*Required work*:
Every line below that has the word "between" counts once; report how many lines that makes, with no other words.

*Study material*:
* * * *

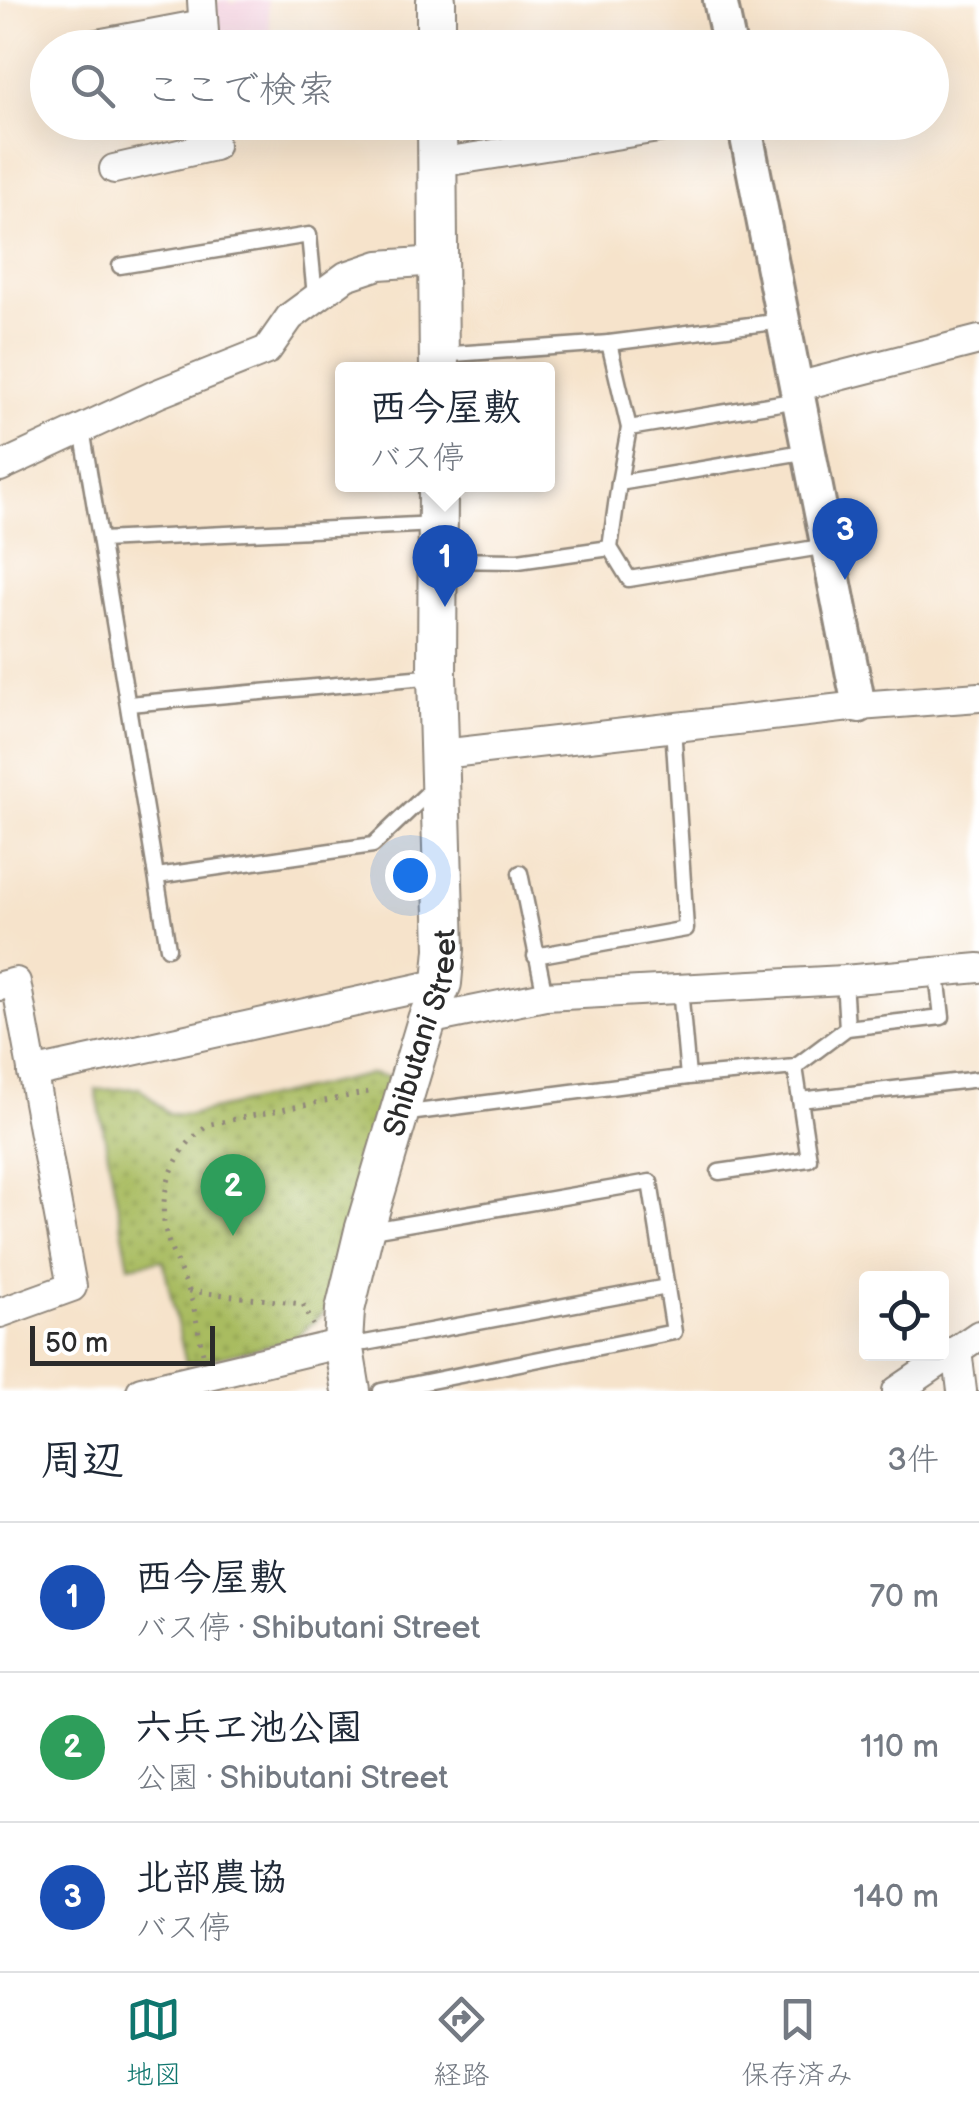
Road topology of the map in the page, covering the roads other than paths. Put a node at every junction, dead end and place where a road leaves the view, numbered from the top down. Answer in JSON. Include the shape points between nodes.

* * * *

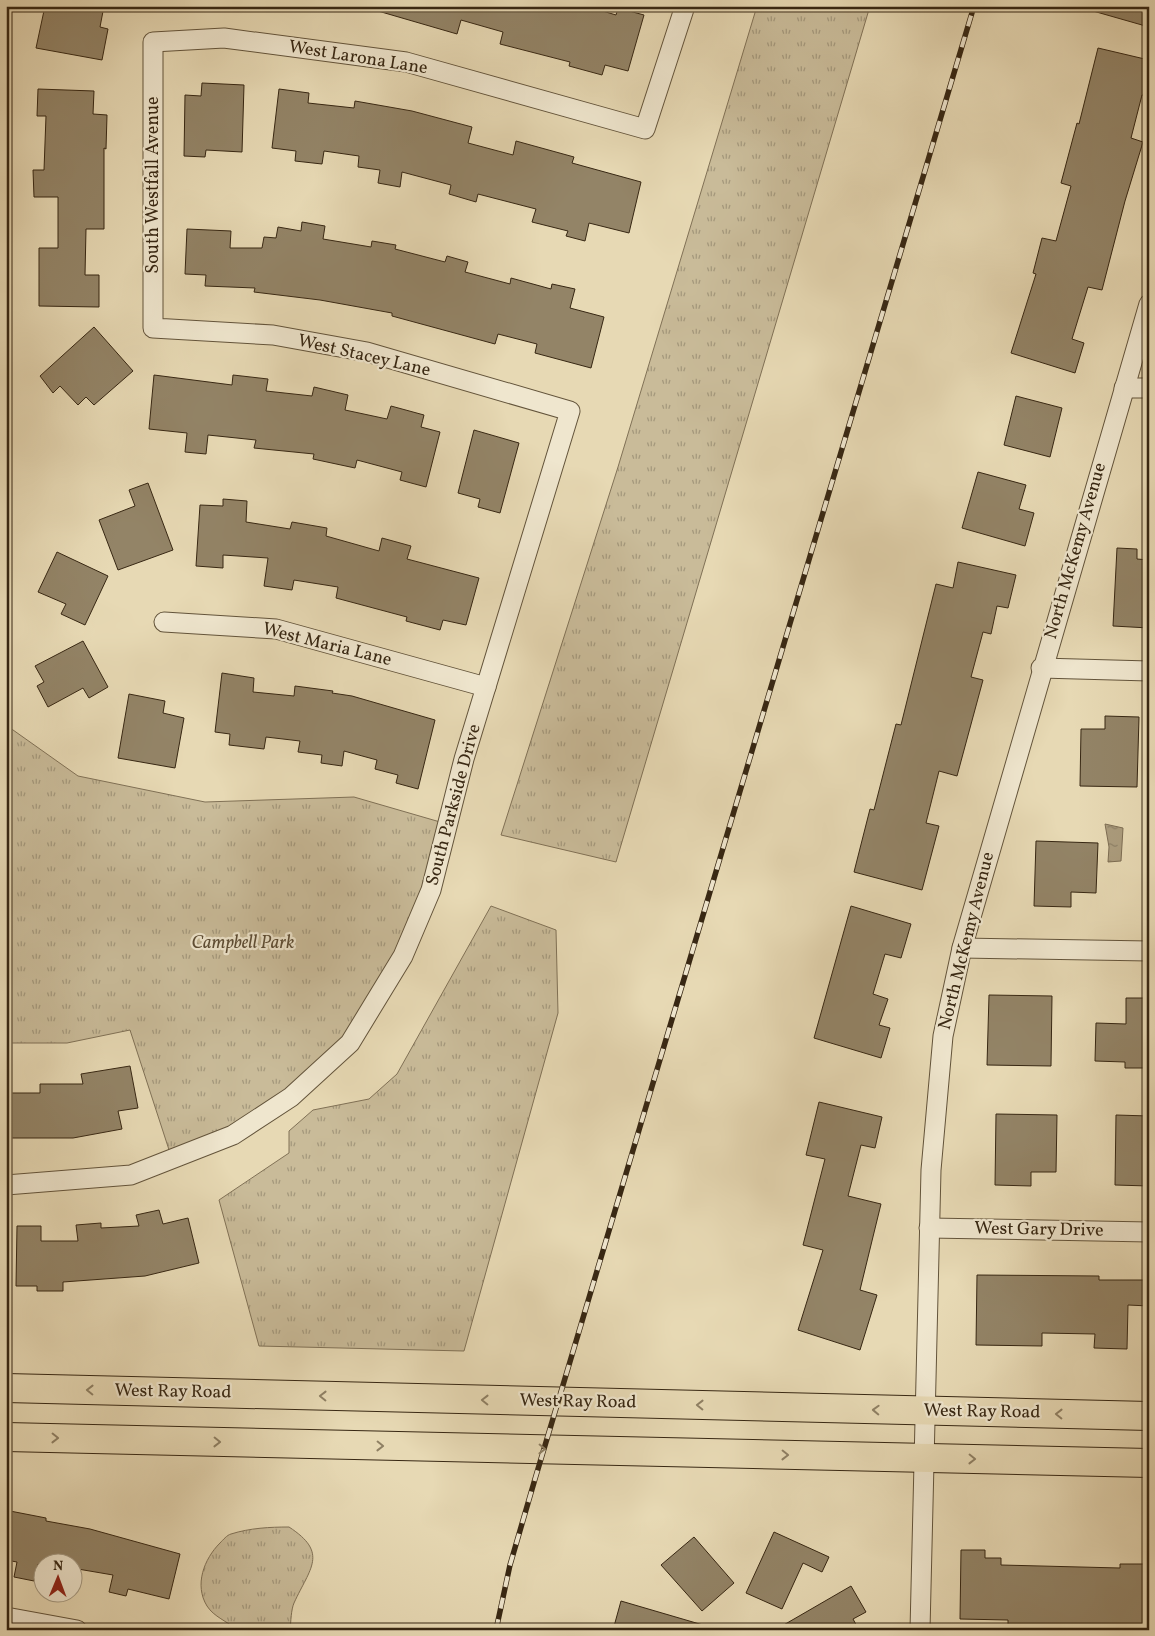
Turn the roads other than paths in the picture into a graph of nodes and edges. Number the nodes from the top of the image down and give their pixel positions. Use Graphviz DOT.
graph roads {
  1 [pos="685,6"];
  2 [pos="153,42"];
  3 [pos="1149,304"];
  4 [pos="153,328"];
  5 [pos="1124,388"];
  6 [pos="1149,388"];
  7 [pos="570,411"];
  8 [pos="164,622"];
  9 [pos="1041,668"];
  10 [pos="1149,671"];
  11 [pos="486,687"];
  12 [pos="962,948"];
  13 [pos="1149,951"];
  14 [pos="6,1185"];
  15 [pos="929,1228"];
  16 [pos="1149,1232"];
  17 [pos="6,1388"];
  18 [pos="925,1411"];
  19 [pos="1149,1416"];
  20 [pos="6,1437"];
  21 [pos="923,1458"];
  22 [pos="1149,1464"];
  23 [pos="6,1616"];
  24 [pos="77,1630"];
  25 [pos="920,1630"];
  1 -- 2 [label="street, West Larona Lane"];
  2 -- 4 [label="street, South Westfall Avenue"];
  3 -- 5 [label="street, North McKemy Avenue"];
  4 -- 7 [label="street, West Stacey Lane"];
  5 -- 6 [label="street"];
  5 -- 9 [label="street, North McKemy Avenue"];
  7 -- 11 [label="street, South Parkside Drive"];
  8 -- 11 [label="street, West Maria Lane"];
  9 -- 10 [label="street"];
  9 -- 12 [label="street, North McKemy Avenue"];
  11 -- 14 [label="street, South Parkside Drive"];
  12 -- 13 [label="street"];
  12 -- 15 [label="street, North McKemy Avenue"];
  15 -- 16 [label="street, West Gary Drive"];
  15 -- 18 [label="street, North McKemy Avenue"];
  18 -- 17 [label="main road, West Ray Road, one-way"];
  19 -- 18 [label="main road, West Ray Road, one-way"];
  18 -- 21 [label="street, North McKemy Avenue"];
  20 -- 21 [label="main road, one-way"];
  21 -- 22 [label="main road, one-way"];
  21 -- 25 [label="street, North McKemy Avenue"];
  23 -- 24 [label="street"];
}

* * * *

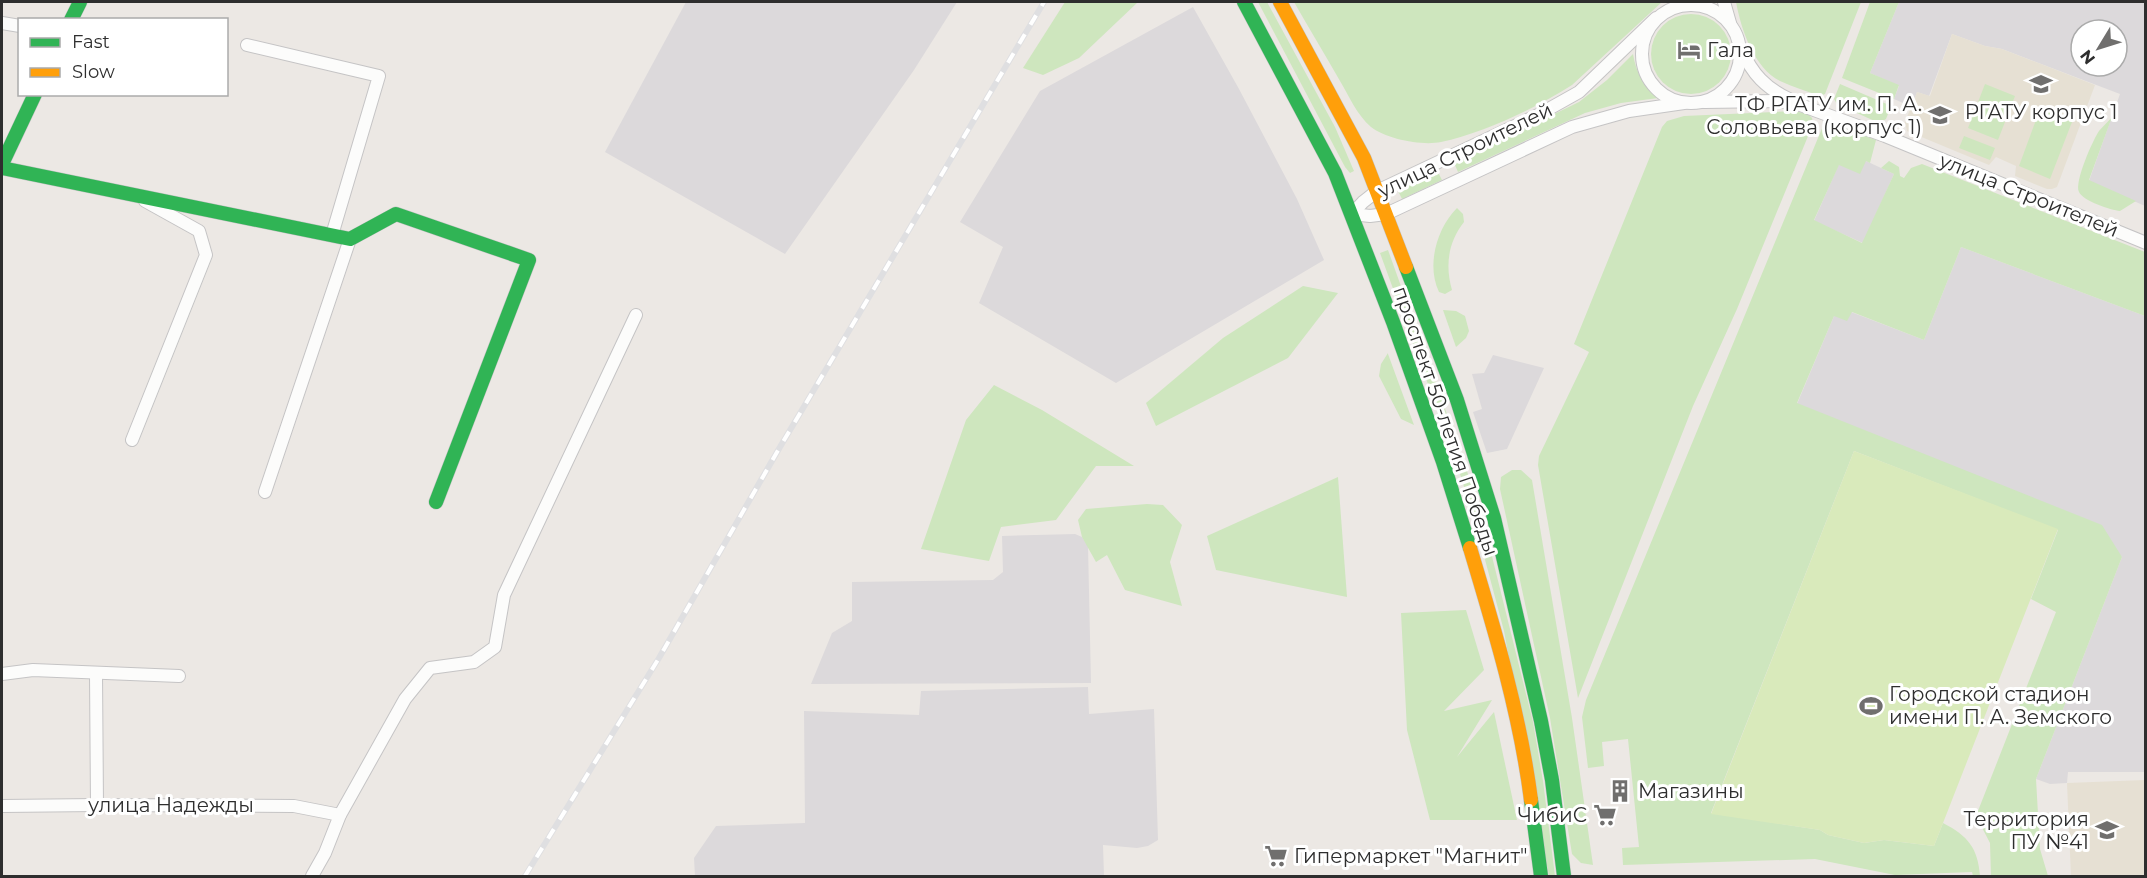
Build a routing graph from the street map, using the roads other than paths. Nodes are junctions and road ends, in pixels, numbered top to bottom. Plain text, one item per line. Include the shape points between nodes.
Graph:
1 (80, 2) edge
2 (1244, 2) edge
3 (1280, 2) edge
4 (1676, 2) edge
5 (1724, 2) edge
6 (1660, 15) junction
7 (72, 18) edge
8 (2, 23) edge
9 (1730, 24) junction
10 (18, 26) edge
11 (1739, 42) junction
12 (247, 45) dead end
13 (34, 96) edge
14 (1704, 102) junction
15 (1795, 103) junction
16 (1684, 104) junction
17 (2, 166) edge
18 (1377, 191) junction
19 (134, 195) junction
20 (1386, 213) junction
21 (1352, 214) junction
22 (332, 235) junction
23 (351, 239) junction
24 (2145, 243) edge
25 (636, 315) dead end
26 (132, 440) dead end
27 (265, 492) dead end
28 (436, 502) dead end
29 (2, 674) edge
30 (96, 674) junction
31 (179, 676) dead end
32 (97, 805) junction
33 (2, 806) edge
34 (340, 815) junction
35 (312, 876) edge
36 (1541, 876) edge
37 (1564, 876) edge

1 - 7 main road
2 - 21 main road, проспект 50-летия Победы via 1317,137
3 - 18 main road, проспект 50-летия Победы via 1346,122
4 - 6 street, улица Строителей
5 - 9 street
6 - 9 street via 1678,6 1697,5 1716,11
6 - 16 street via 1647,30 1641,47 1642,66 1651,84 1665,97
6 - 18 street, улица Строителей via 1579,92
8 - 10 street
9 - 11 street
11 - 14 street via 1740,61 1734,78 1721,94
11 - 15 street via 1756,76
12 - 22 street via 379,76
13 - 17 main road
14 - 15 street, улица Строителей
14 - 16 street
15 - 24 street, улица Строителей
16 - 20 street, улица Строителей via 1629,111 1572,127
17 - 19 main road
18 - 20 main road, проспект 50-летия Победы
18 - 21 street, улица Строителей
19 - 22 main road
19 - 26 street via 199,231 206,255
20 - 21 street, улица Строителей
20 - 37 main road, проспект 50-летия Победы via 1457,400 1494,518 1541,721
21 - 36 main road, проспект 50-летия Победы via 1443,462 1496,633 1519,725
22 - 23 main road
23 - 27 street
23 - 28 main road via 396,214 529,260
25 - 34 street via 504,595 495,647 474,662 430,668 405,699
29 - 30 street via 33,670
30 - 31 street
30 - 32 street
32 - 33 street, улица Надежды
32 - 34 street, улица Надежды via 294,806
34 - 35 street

* * * *

*Written solution*:
2